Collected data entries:

^^^^^^^^^^^^^^^^

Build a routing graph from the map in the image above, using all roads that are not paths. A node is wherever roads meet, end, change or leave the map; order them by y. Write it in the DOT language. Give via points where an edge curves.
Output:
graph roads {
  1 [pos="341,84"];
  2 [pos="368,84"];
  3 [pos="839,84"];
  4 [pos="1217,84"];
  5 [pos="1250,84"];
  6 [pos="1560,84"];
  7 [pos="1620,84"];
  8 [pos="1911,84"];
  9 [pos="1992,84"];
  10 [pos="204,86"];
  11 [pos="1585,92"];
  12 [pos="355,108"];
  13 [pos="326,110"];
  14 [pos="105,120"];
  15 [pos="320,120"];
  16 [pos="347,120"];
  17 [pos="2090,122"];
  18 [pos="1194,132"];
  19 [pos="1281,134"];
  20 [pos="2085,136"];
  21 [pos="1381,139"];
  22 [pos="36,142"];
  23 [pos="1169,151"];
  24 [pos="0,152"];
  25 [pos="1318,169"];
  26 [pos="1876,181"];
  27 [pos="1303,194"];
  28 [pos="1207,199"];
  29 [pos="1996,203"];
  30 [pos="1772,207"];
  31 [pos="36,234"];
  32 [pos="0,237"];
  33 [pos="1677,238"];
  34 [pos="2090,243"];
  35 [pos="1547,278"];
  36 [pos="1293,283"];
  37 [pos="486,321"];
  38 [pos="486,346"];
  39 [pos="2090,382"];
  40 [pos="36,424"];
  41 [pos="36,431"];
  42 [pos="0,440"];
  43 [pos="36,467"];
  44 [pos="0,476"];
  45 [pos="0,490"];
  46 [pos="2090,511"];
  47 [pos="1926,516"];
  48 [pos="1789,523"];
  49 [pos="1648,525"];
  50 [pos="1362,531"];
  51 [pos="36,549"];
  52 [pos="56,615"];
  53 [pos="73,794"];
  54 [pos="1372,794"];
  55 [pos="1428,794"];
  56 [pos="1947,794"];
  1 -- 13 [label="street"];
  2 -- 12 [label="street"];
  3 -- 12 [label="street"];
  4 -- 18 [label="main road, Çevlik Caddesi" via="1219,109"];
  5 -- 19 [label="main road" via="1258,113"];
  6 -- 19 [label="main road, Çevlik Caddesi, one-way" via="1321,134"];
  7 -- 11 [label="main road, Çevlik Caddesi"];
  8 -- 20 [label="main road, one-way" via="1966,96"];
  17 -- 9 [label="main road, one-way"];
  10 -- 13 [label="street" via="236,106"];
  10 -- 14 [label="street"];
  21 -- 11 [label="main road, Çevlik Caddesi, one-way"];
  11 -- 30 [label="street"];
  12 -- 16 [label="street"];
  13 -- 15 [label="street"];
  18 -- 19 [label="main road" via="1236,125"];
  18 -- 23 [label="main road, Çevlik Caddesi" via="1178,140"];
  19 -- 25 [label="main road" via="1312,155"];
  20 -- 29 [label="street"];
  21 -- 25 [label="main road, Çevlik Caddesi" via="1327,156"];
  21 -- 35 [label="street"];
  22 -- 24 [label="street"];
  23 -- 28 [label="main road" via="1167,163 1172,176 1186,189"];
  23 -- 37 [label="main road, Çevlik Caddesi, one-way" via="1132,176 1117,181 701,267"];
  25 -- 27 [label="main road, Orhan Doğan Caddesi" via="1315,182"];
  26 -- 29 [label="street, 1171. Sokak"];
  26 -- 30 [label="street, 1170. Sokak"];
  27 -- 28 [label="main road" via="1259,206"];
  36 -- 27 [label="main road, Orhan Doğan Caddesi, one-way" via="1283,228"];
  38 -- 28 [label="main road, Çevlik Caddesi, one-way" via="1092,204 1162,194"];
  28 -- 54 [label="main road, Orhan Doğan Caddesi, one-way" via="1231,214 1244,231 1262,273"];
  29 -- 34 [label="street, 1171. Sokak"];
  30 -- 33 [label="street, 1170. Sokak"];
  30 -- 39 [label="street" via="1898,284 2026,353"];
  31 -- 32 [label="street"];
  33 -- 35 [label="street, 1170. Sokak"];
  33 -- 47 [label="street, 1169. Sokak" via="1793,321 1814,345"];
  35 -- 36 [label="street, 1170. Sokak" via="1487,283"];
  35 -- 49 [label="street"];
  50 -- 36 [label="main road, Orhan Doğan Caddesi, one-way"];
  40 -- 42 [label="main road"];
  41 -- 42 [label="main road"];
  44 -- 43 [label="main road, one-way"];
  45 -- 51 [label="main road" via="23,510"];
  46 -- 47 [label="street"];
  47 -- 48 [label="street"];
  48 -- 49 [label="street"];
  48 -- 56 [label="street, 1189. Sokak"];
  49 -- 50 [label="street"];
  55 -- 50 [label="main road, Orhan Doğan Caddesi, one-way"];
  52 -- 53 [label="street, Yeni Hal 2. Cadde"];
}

^^^^^^^^^^^^^^^^

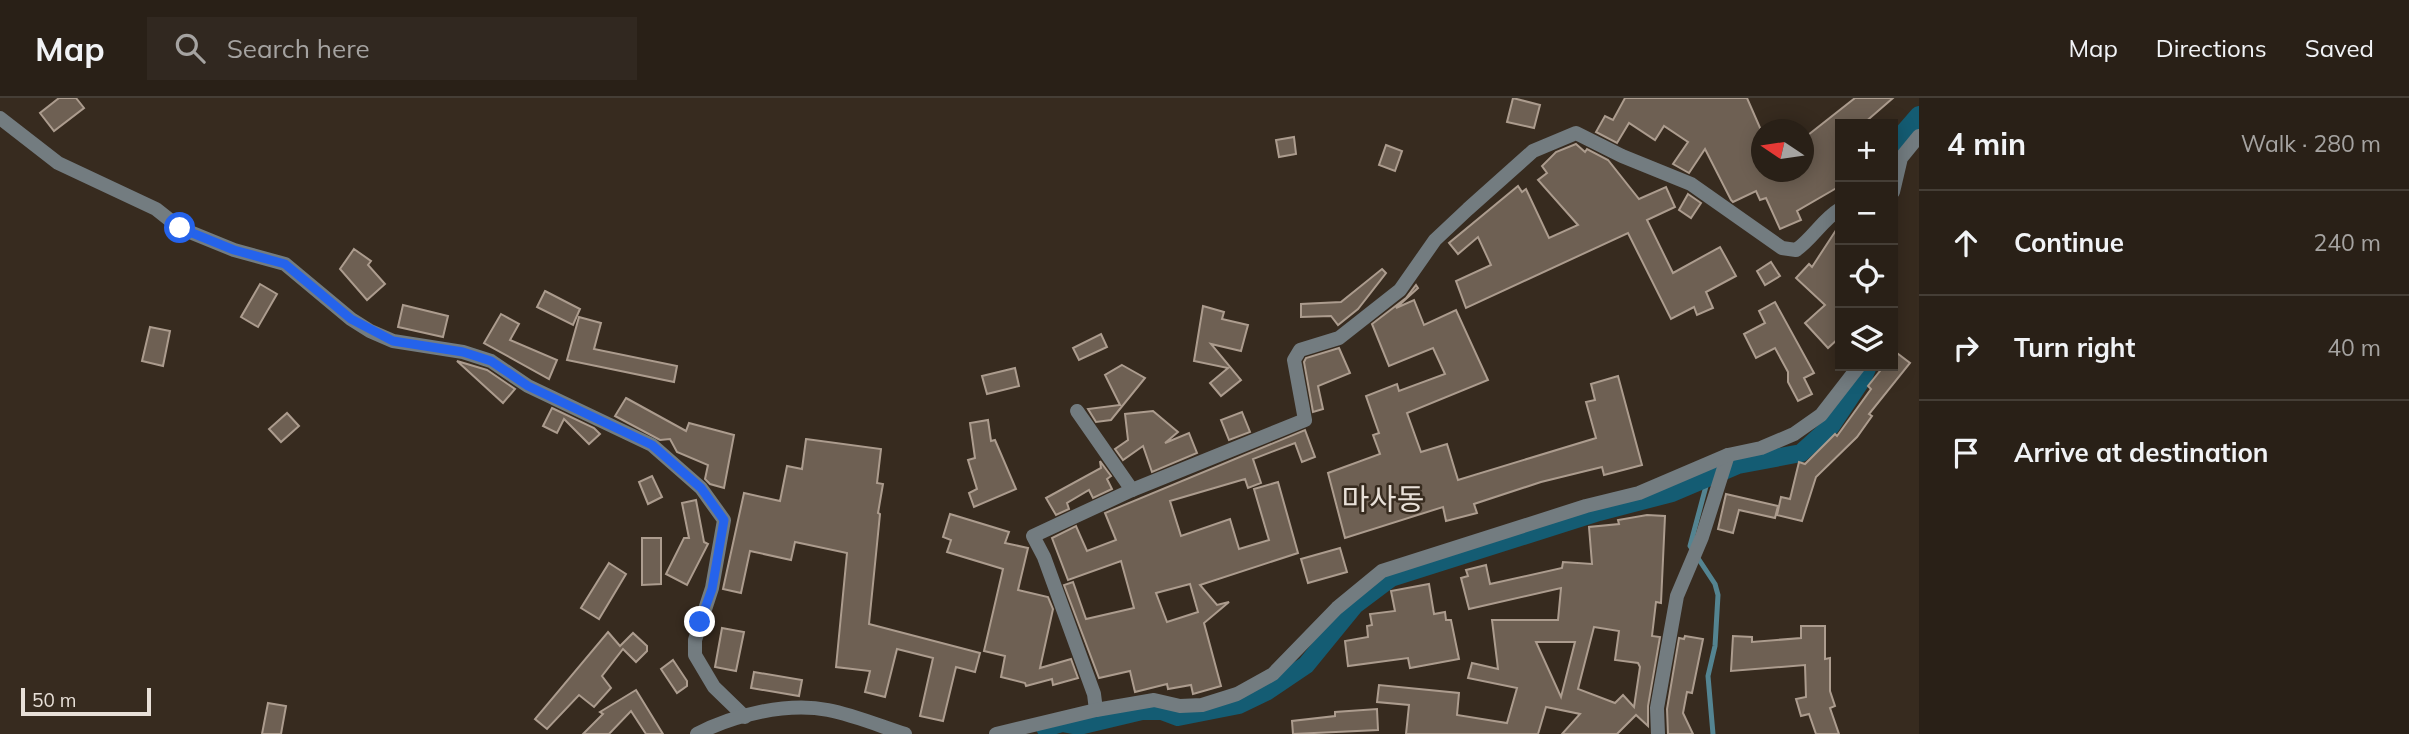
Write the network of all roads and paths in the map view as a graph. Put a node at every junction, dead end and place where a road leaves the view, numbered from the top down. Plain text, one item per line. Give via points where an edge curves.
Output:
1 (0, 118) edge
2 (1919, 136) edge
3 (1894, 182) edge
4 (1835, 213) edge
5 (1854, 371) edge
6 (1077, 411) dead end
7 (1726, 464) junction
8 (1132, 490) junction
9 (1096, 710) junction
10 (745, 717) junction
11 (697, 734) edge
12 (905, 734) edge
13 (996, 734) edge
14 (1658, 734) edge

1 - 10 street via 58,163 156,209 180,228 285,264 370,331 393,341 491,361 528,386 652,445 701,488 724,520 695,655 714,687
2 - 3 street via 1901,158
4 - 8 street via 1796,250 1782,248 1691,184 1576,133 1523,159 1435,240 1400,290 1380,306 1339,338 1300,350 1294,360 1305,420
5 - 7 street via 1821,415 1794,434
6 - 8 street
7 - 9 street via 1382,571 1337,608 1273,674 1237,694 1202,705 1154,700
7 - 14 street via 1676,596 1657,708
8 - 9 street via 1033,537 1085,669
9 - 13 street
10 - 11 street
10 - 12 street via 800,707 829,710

^^^^^^^^^^^^^^^^

Exercise directions ->
Of all the entries above, how many lines contain "points"? Give the number alone.

Solution below ->
2